Encounters with Strangers Posted by christian h., 26 Jun 2007 06:26 am
In my time at the University of Illinois, I have been traveling a lot - to conferences, to meet with colleagues for a couple days, for job interviews. Mathematics is a very social profession - even in the age of email, face-to-face interaction is preferable. Part of the ritual is getting to O’Hare airport in Chicago from Champaign-Urbana, the town where I live and work - about 2-3 hours to the South of Chicago. There’s a small airport here, but it’s often very expensive to fly out of. I don’t drive myself, and in any event most people like to avoid a three-hour drive to start off a day that is also going to involve several flights. So usually, I take a shuttle bus up to O’Hare, or down from there home - sometimes it’s a van, sometimes an old bus, depending on the number of passengers booked on the thing. This is one experience I am definitely not going to miss when I move up to Chicago in a couple weeks.
The ride can take up to 4 hours, as passengers are dropped off and picked up along the way. The drivers often like to talk while on the road - driving back and forth on I-57 isn’t the most exciting thing to do. Once you leave Chicago it’s Midwestern farm country, flat and featureless (Champaign County, for example, has a maximal elevation difference of about a hundred feet, I think. If that.) Something else many drivers like to do is listen to the radio - and often, that means talk radio. Rush in the morning, Levin and others at night.
One night last fall, I had arrived back from Banff, Alberta and was taking the 9pm shuttle down to Champaign, happy to be the only passenger. Banff is a resort town in the Rockies where the Canadian, US and Mexican governments run a research center for mathematics. They have one or two workshops or conferences a week for the whole year - beautiful surroundings actually help you think (though the temptation to blow off the scientific program and just go hike or ski is quite strong…).
Anyway, I was sitting next to the driver thinking positive thoughts lingering on from a productive week in the Rockies and he’s listening to Sean Hannity on WLS 890 Chicago (”The station liberals hate”). Well, I am in a good mood, so I make some exaggerated face and ask him why on earth he’s listening to a lying scumbag like Hannity (only I left out the “scumbag” part).
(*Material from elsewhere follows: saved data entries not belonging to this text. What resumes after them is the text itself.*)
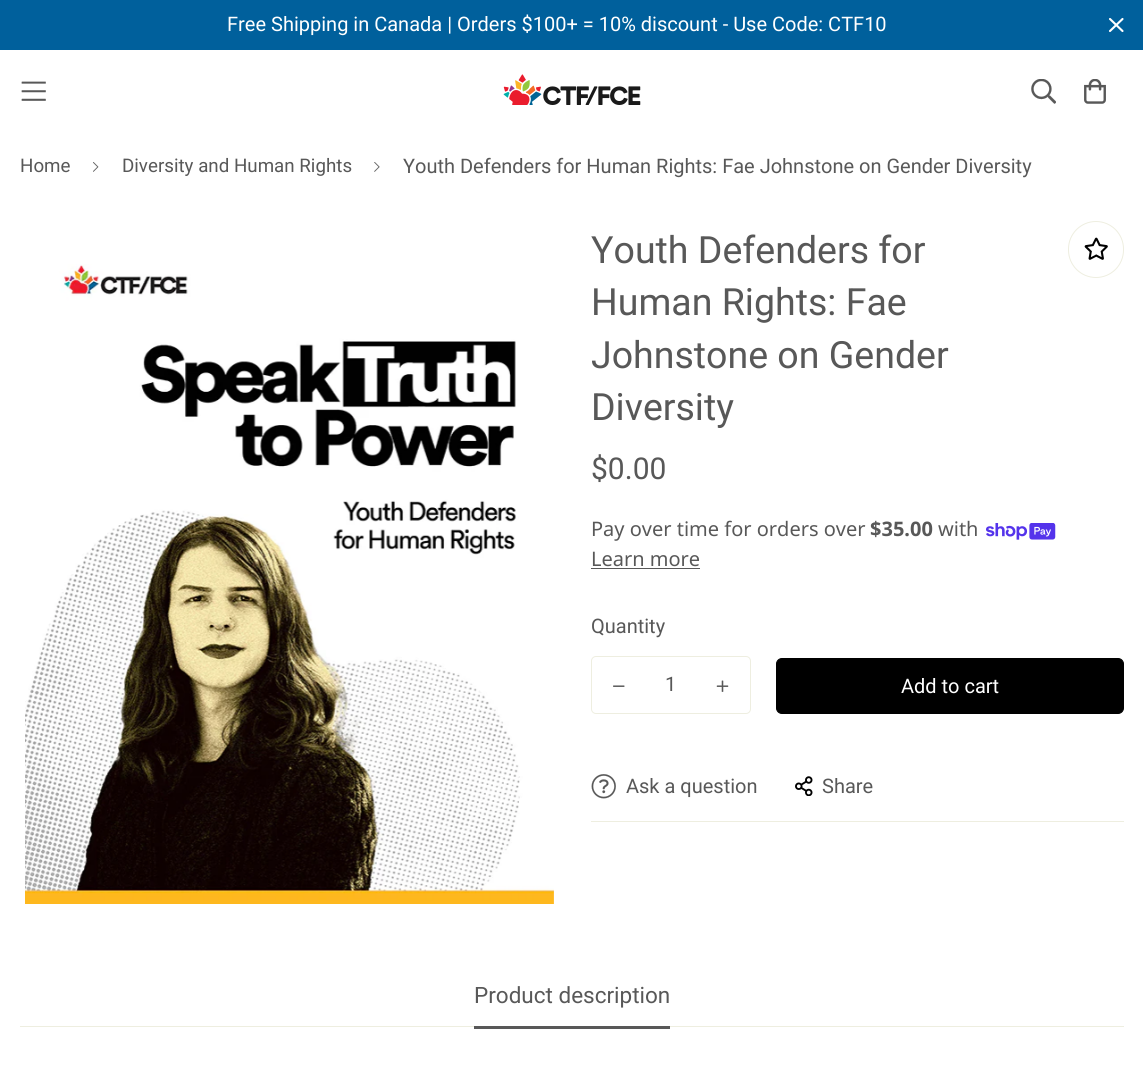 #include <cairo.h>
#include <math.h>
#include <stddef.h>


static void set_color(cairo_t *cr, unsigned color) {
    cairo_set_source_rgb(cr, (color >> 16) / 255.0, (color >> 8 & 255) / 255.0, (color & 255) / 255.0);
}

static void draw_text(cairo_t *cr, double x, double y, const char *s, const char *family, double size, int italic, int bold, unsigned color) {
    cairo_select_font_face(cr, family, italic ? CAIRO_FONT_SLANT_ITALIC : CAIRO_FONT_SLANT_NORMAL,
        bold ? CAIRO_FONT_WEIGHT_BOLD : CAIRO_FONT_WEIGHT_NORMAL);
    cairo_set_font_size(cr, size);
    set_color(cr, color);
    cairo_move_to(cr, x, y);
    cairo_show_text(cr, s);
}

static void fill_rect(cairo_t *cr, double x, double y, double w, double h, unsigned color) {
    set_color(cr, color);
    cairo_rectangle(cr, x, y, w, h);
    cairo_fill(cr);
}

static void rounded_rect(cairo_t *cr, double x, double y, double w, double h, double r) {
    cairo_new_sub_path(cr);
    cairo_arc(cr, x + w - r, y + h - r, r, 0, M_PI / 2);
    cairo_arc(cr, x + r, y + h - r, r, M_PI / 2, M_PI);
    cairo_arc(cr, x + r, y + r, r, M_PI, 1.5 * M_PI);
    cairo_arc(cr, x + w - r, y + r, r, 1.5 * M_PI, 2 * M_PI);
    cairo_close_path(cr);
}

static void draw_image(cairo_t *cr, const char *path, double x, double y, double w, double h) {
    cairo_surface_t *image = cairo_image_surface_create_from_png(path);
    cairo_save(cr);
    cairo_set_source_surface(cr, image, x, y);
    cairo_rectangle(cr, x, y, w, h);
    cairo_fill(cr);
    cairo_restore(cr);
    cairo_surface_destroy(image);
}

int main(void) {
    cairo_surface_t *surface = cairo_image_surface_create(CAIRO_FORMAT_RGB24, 1143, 1091);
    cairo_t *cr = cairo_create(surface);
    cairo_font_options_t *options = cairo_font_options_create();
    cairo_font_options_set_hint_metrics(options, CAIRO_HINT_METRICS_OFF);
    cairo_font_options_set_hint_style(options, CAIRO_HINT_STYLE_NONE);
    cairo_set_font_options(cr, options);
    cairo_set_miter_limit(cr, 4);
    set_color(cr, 0xFFFFFF);
    cairo_paint(cr);
    fill_rect(cr, 0, 0, 1143, 50, 0x00609C);
    draw_text(cr, 227, 31, "Free Shipping in Canada | Orders $100+ = 10% discount - Use Code: CTF10", "Roboto", 20, 0, 0, 0xFFFFFF);
    cairo_new_path(cr);
    cairo_move_to(cr, 1110, 31);
    cairo_line_to(cr, 1122.5, 19);
    cairo_move_to(cr, 1110, 19);
    cairo_line_to(cr, 1122.5, 31);
    cairo_set_line_width(cr, 2.1);
    cairo_set_line_cap(cr, CAIRO_LINE_CAP_ROUND);
    cairo_set_line_join(cr, CAIRO_LINE_JOIN_ROUND);
    cairo_stroke(cr);
    draw_image(cr, "assets/img1.png", 21, 81, 25, 20);
    draw_image(cr, "assets/img2.png", 503, 74, 138, 31);
    draw_image(cr, "assets/img3.png", 1031, 79, 25, 25);
    draw_image(cr, "assets/img4.png", 1084, 79, 22, 25);
    draw_text(cr, 20, 172, "Home", "Roboto", 18.75, 0, 0, 0x585858);
    draw_image(cr, "assets/img5.png", 93, 162, 6, 10);
    draw_text(cr, 122, 172, "Diversity and Human Rights", "Roboto", 18.75, 0, 0, 0x585858);
    draw_image(cr, "assets/img6.png", 374, 162, 6, 10);
    draw_text(cr, 403, 173, "Youth Defenders for Human Rights: Fae Johnstone on Gender Diversity", "Roboto", 20, 0, 0, 0x585858);
    draw_image(cr, "assets/img7.png", 25, 264, 529, 640);
    draw_text(cr, 591, 263, "Youth Defenders for", "Roboto", 37.5, 0, 0, 0x585858);
    draw_text(cr, 591, 315, "Human Rights: Fae", "Roboto", 37.5, 0, 0, 0x585858);
    draw_text(cr, 591, 368, "Johnstone on Gender", "Roboto", 37.5, 0, 0, 0x585858);
    draw_text(cr, 591, 420, "Diversity", "Roboto", 37.5, 0, 0, 0x585858);
    rounded_rect(cr, 1068.5, 221.5, 55, 56, 27.5);
    set_color(cr, 0xEEEEE0);
    cairo_set_line_width(cr, 1);
    cairo_set_line_cap(cr, CAIRO_LINE_CAP_BUTT);
    cairo_set_line_join(cr, CAIRO_LINE_JOIN_MITER);
    cairo_stroke(cr);
    draw_image(cr, "assets/img8.png", 1084, 237, 24, 23);
    draw_text(cr, 591, 479, "$0.00", "Roboto", 30, 0, 0, 0x585858);
    draw_text(cr, 591, 536, "Pay over time for orders over", "Noto Sans", 20, 0, 0, 0x585858);
    draw_text(cr, 870, 536, "$35.00", "Noto Sans", 20, 0, 1, 0x585858);
    draw_text(cr, 938, 536, "with", "Noto Sans", 20, 0, 0, 0x585858);
    draw_image(cr, "assets/img9.png", 986, 523, 70, 17);
    draw_text(cr, 591, 566, "Learn more", "Noto Sans", 20, 0, 0, 0x585858);
    fill_rect(cr, 591, 568, 109, 1, 0x585858);
    draw_text(cr, 591, 633, "Quantity", "Roboto", 20, 0, 0, 0x585858);
    rounded_rect(cr, 591.5, 656.5, 159, 57, 4.5);
    set_color(cr, 0xEEEEE0);
    cairo_stroke(cr);
    draw_image(cr, "assets/img10.png", 613, 685, 12, 2);
    draw_text(cr, 665, 691, "1", "Roboto", 20, 0, 0, 0x585858);
    draw_image(cr, "assets/img11.png", 716, 680, 13, 12);
    set_color(cr, 0x000000);
    rounded_rect(cr, 776.5, 658.5, 347, 55, 5.5);
    cairo_fill_preserve(cr);
    cairo_stroke(cr);
    draw_text(cr, 901, 693, "Add to cart", "Roboto", 20, 0, 0, 0xFFFFFF);
    fill_rect(cr, 591, 821, 533, 1, 0xEEEEE0);
    draw_image(cr, "assets/img12.png", 591, 774, 25, 25);
    draw_text(cr, 626, 793, "Ask a question", "Roboto", 20, 0, 0, 0x585858);
    draw_image(cr, "assets/img13.png", 795, 776, 18, 20);
    draw_text(cr, 822, 793, "Share", "Roboto", 20, 0, 0, 0x585858);
    fill_rect(cr, 20, 1026, 1104, 1, 0xEEEEE0);
    draw_text(cr, 474, 1003, "Product description", "Roboto", 22.5, 0, 0, 0x585858);
    fill_rect(cr, 474, 1026, 196, 3, 0x585858);
    cairo_surface_write_to_png(surface, "output.png");
    cairo_font_options_destroy(options);
    cairo_destroy(cr);
    cairo_surface_destroy(surface);
    return 0;
}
He says it’s fun, and he doesn’t think Hannity is necessarily a liar - though interestingly, he isn’t prepared to declare him an honest person. Basically, he likes that Hannity is sticking it to the people up there, and the guys who made him take sexual harassment awareness training when he worked for IDOT even though there were no women in the whole workforce, and so forth. And what is my political persuasion anyway?
So I tell him I’m a communist. Which is true, but to be honest I also tried to get a reaction - usually, I’d probably say I’m a socialist (leaving out the “revolutionary” part). And I did get a reaction - but maybe not the one I expected. The driver simply asked if I’m going to vote for whoever the CPUSA would run for governor. I explained that I don’t know if they are running anyone, that I don’t have a vote, and that I’m a Trotskyite anyway, and what I mean by that.
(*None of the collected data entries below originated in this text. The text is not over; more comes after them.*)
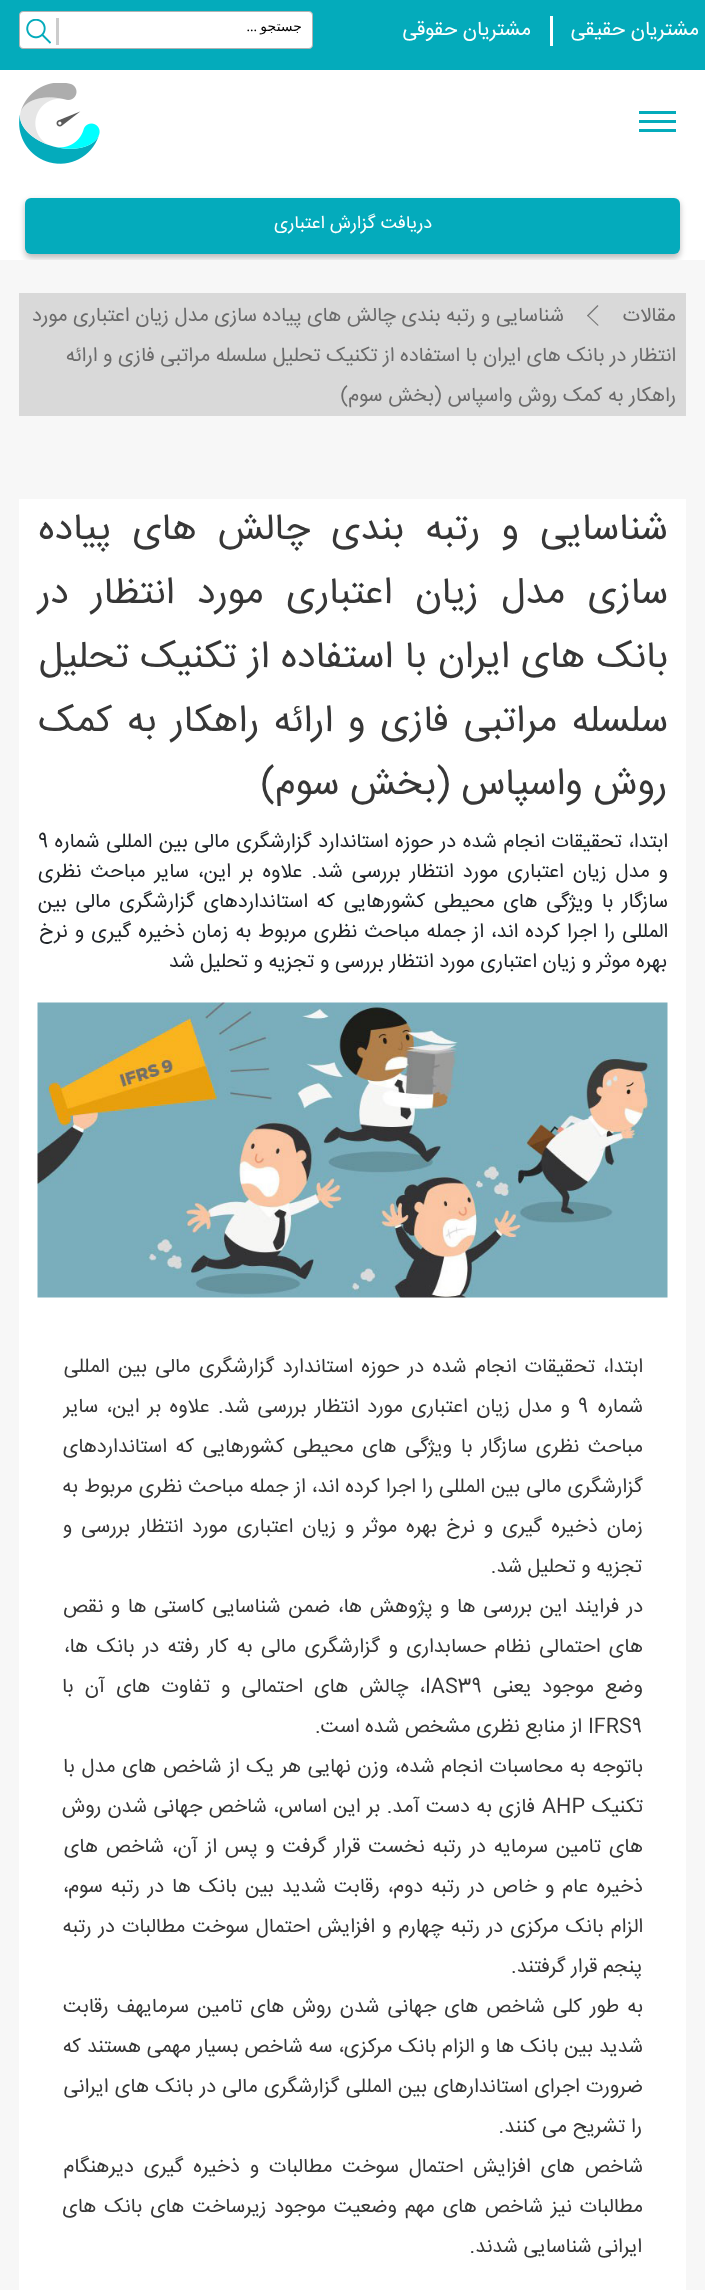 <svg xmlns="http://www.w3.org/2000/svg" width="705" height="2290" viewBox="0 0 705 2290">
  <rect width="100%" height="100%" fill="#fff"/>
  <path d="M0 0h705v70H0z" fill="#04abbb"/>
  <path d="M550 16h3v30H550z" fill="#fff"/>
  <rect x="19.5" y="11.5" width="293" height="37" rx="3.5" fill="#fff" stroke="#b3b3b3"/>
  <image x="26" y="19" width="25" height="25" href="img/1.png"/>
  <path d="M56 18h3v27H56z" fill="#ccc"/>
  <path d="M639 120h37v3H639z" fill="#04abbb"/>
  <path d="M639 111h37v3H639z" fill="#04abbb"/>
  <path d="M639 129h37v3H639z" fill="#04abbb"/>
  <image x="19" y="83" width="81" height="81" href="img/2.png"/>
  <rect x="25" y="201" width="655" height="57" rx="6" fill="#bbb" filter="blur(3px)"/>
  <rect x="25" y="198" width="655" height="56" rx="6" fill="#04abbc"/>
  <path d="M0 260h705v2030H0z" fill="#f7f7f7"/>
  <path d="M19 293h667v123H19z" fill="#d9d9d9"/>
  <path d="M598.5 325L598 326L587 315.5L588 315Z" fill="#777"/>
  <path d="M598.5 306L588 316.5L587 315.5L597.5 305Z" fill="#777"/>
  <path d="M19 499h667v1791H19z" fill="#fff"/>
  <image x="37" y="1002" width="631" height="296" href="img/3.png"/>
  <g font-family="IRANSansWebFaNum" font-size="20" direction="rtl" fill="#fff">
    <text x="699" y="35">مشتریان حقیقی</text>
    <text x="531" y="35">مشتریان حقوقی</text>
  </g>
  <text x="302" y="31" font-family="DejaVu Sans" font-size="14" direction="rtl" fill="#000">جستجو</text>
  <text x="257" y="31" font-family="Liberation Serif" font-size="14" direction="rtl" fill="#000">...</text>
  <text x="432" y="228" font-family="IRANSansWebFaNum" font-size="18" direction="rtl" fill="#fff">دریافت گزارش اعتباری</text>
  <g font-family="IRANSansWebFaNum" font-size="20" direction="rtl" fill="#6b6b6b">
    <text x="676" y="321">مقالات</text>
    <text x="564" y="321">شناسایی و رتبه بندی چالش های پیاده سازی مدل زیان اعتباری مورد</text>
    <text x="676" y="361">انتظار در بانک های ایران با استفاده از تکنیک تحلیل سلسله مراتبی فازی و ارائه</text>
    <text x="676" y="401">راهکار به کمک روش واسپاس (بخش سوم)</text>
  </g>
  <g font-family="IRANSansWebFaNum" font-size="37.5" direction="rtl" fill="#373737">
    <text x="668" y="539" word-spacing="10.75">شناسایی و رتبه بندی چالش های پیاده</text>
    <text x="668" y="603" word-spacing="12.25">سازی مدل زیان اعتباری مورد انتظار در</text>
    <text x="668" y="667" word-spacing="1">بانک های ایران با استفاده از تکنیک تحلیل</text>
    <text x="668" y="731" word-spacing="4.25">سلسله مراتبی فازی و ارائه راهکار به کمک</text>
    <text x="667" y="794">روش واسپاس (بخش سوم)</text>
  </g>
  <text x="668" y="847" word-spacing="1" font-family="IRANSansWebFaNum" font-size="20" direction="rtl" fill="#212529">ابتدا، تحقیقات انجام شده در حوزه استاندارد گزارشگری مالی بین المللی شماره</text>
  <text x="38" y="847" font-family="IRANSansWebFaNum" font-size="20" fill="#212529">9</text>
  <g font-family="IRANSansWebFaNum" font-size="20" direction="rtl" fill="#212529">
    <text x="668" y="877" word-spacing="3.4">و مدل زیان اعتباری مورد انتظار بررسی شد. علاوه بر این، سایر مباحث نظری</text>
    <text x="668" y="907" word-spacing="3.1">سازگار با ویژگی های محیطی کشورهایی که استانداردهای گزارشگری مالی بین</text>
    <text x="668" y="937" word-spacing="1.5">المللی را اجرا کرده اند، از جمله مباحث نظری مربوط به زمان ذخیره گیری و نرخ</text>
    <text x="667" y="967">بهره موثر و زیان اعتباری مورد انتظار بررسی و تجزیه و تحلیل شد</text>
  </g>
  <g font-family="IRANSansWebFaNum" font-size="20" direction="rtl" fill="#373737">
    <text x="643" y="1372" word-spacing="2.75">ابتدا، تحقیقات انجام شده در حوزه استاندارد گزارشگری مالی بین المللی</text>
    <text x="643" y="1412">شماره</text>
  </g>
  <text x="578" y="1412" font-family="IRANSansWebFaNum" font-size="20" fill="#373737">9</text>
  <g font-family="IRANSansWebFaNum" font-size="20" direction="rtl" fill="#373737">
    <text x="570" y="1412" word-spacing="2.75">و مدل زیان اعتباری مورد انتظار بررسی شد. علاوه بر این، سایر</text>
    <text x="643" y="1452" word-spacing="3.1">مباحث نظری سازگار با ویژگی های محیطی کشورهایی که استانداردهای</text>
    <text x="643" y="1492" word-spacing="0.5">گزارشگری مالی بین المللی را اجرا کرده اند، از جمله مباحث نظری مربوط به</text>
    <text x="643" y="1532" word-spacing="3.4">زمان ذخیره گیری و نرخ بهره موثر و زیان اعتباری مورد انتظار بررسی و</text>
    <text x="642" y="1572">تجزیه و تحلیل شد.</text>
    <text x="643" y="1612" word-spacing="1.9">در فرایند این بررسی ها و پژوهش ها، ضمن شناسایی کاستی ها و نقص</text>
    <text x="643" y="1652" word-spacing="2.75">های احتمالی نظام حسابداری و گزارشگری مالی به کار رفته در بانک ها،</text>
    <text x="643" y="1692" word-spacing="5.5">وضع موجود یعنی</text>
  </g>
  <text x="425" y="1692" font-family="IRANSansWebFaNum" font-size="20" fill="#373737">IAS39</text>
  <text x="425" y="1692" word-spacing="5.5" font-family="IRANSansWebFaNum" font-size="20" direction="rtl" fill="#373737">، چالش های احتمالی و تفاوت های آن با</text>
  <text x="588" y="1732" font-family="IRANSansWebFaNum" font-size="20" fill="#373737">IFRS9</text>
  <g font-family="IRANSansWebFaNum" font-size="20" direction="rtl" fill="#373737">
    <text x="582" y="1732">از منابع نظری مشخص شده است.</text>
    <text x="643" y="1772" word-spacing="1.1">باتوجه به محاسبات انجام شده، وزن نهایی هر یک از شاخص های مدل با</text>
    <text x="643" y="1812">تکنیک</text>
  </g>
  <text x="542" y="1812" font-family="IRANSansWebFaNum" font-size="20" fill="#373737">AHP</text>
  <g font-family="IRANSansWebFaNum" font-size="20" direction="rtl" fill="#373737">
    <text x="535" y="1812" word-spacing="0.75">فازی به دست آمد. بر این اساس، شاخص جهانی شدن روش</text>
    <text x="643" y="1852" word-spacing="2.25">های تامین سرمایه در رتبه نخست قرار گرفت و پس از آن، شاخص های</text>
    <text x="643" y="1892" word-spacing="2.4">ذخیره عام و خاص در رتبه دوم، رقابت شدید بین بانک ها در رتبه سوم،</text>
    <text x="643" y="1932" word-spacing="1.4">الزام بانک مرکزی در رتبه چهارم و افزایش احتمال سوخت مطالبات در رتبه</text>
    <text x="642" y="1972">پنجم قرار گرفتند.</text>
    <text x="643" y="2012" word-spacing="2.4">به طور کلی شاخص های جهانی شدن روش های تامین سرمایهف رقابت</text>
    <text x="643" y="2052" word-spacing="0.25">شدید بین بانک ها و الزام بانک مرکزی، سه شاخص بسیار مهمی هستند که</text>
    <text x="643" y="2092" word-spacing="0.75">ضرورت اجرای استاندارهای بین المللی گزارشگری مالی در بانک های ایرانی</text>
    <text x="642" y="2132">را تشریح می کنند.</text>
    <text x="643" y="2172" word-spacing="4.25">شاخص های افزایش احتمال سوخت مطالبات و ذخیره گیری دیرهنگام</text>
    <text x="643" y="2212" word-spacing="2.25">مطالبات نیز شاخص های مهم وضعیت موجود زیرساخت های بانک های</text>
    <text x="642" y="2252">ایرانی شناسایی شدند.</text>
  </g>
</svg>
At about that time (10pm) Hannity was thankfully done, only to be replaced by Mark Levin, a true nut. Talking about the trilateral commission and stuff. In any event, my new friend made clear he isn’t really a Republican, he’s just fed up with everyone - “you know, Sandy Berger walks out of the office with classified information and gets off free, but if some little guy does anything, he goes to jail.” I generally agree, of course - but why is he taking that from Hannity and Levin, who make shitloads of money off this shtick? They are not on his side! Isn’t it obvious that things will never change a long as the current socioeconomic system stays in place? (I’d say this kind of talk amuses him.) After some more friendly argument (about “The Chief”, among other things, the Indian mascot of the U of I), we amicably pass ways - meaning we arrive.
A couple weeks later, a friend of mine is taking a late shuttle back up to Chicago. She talks to the driver, yes, she’s a professor of mathematics at U of I - and could you please turn down the Hannity a little? So he says “hey, a couple weeks ago I drove this German math professor - he’s a communist. But he was such a nice guy!” So I think I left some impression, if only that communists aren’t monsters. Small steps.